An employer should know, at the very least, that under the Act it is unlawful to directly or indirectly require or even suggest that an employee (or an applicant for employment) submit to a polygraph examination as a condition of employment. At the same time, the Act provides that employers may request polygraph examinations in connection with an ongoing investigation of suspected theft or other specific actions that resulted in an economic loss or injury to the employer’s business.
Notably, when such requests are allowed, the employer must adhere to very stringent guidelines before, during, and after the administration of the examination. Any violation of those guidelines may be punishable by civil penalties up to $10,000, and that the employer may also be liable to the affected employee for such legal or equitable relief in court.
This Act has no application to governmental employers. Some security employers and other employers in the businesses of manufacturing and/or distributing hazardous or otherwise controlled substances or protecting the public health are also exempt.
»» Be Careful Who’s Bluff You Call
Covenants not to compete, whereby an employee agrees that he or she will not work for or start a competitive business, are traditionally not favored by the law, though they are enforced in proper circumstances. Two recent cases highlight that covenants not to compete should be carefully considered and drafted. In a case decided last year by the U.S. Seventh Circuit Court of Appeals, an employer became involved in a dispute with a competing business. The employer decided to require all managers to sign an employment agreement that included a “draconian” non-compete provision. The employer refused to negotiate the terms of the agreement and terminated for cause employees who refused to sign it.
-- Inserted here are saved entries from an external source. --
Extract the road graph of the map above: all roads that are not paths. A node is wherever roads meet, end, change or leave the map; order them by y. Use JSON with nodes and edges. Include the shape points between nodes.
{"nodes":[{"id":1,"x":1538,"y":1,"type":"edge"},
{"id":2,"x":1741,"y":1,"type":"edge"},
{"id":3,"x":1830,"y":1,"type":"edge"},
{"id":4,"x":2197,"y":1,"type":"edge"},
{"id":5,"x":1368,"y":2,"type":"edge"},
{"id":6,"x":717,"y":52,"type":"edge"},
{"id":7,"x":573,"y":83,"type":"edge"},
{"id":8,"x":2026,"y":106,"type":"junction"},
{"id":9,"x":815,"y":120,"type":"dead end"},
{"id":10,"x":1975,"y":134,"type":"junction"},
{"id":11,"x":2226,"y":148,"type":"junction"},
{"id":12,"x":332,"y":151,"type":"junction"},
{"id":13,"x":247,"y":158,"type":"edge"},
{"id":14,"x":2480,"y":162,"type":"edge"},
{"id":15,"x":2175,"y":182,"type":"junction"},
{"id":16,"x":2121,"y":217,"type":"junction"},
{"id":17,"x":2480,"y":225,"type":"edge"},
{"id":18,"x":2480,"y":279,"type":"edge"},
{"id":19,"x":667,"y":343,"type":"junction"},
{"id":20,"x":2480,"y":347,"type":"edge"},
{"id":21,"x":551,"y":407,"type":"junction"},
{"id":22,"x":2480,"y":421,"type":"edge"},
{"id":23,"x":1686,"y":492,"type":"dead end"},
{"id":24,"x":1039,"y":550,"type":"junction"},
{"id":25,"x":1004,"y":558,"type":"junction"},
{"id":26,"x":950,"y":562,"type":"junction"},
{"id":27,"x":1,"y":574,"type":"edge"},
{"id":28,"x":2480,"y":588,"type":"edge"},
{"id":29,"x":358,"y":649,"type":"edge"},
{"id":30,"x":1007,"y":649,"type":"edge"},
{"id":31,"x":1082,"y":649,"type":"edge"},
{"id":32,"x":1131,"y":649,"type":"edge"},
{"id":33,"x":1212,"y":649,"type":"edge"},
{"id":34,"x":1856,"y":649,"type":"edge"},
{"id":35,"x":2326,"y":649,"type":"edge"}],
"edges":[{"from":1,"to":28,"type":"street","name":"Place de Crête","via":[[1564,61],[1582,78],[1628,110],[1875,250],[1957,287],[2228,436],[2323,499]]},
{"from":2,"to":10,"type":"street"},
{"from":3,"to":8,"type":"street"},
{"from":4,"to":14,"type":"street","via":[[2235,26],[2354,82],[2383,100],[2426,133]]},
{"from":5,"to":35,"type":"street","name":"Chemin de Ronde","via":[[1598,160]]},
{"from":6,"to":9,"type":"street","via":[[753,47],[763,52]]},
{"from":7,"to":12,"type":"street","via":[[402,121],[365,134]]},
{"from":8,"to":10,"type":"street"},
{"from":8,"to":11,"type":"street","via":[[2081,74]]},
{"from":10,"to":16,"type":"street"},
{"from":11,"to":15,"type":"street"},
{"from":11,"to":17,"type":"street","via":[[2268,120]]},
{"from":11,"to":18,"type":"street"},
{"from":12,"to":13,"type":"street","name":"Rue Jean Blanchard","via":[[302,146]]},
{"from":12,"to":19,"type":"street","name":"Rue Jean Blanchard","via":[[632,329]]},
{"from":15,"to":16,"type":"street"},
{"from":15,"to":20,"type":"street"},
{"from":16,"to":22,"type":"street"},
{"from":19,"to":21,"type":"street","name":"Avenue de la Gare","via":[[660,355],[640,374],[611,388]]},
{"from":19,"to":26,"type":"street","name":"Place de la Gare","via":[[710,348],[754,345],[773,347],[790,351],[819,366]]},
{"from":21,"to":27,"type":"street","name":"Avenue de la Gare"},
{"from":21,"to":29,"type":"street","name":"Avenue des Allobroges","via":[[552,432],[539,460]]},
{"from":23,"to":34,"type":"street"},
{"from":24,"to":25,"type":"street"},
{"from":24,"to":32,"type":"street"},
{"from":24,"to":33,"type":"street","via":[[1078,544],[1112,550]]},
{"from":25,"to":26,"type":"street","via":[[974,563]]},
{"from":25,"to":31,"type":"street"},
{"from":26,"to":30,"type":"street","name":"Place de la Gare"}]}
The Plaintiff employee, on the advice of her attorney, refused and was terminated. Although she was forty-seven year old female, and was replaced by a thirty-two year old male, she presented no direct evidence of discrimination, and her termination was upheld.
»» More on Covenants Not to Compete
In a case that did not break new ground, an insurance agent who had relationships with friends and family prior to his employment, whether he sold them insurance before his employment or not, was entitled to continue to sell to them in spite of the not to compete agreement after he left work for a different employer. The court held at law that the former employer had no protectable interest in customers known to the former employee before his employment.
»» There’s a reason we send you those letters on annual reports.
Shareholder/officer of a corporation signed a promissory note as officer of the corporation. The corporation was thereafter dissolved but the shareholder who signed the note as officer was held personally liable under the note, even though the corporation was subsequently reinstated. When annual reports are not filed, and the corporation is involuntarily dissolved by the Secretary of State, it creates personal liability for those officers who signed obligations. It is essential that the corporate formalities, including the annual reports, annual meetings/informal actions in lieu of meetings, and the like be followed to protect the corporate insulation from liability.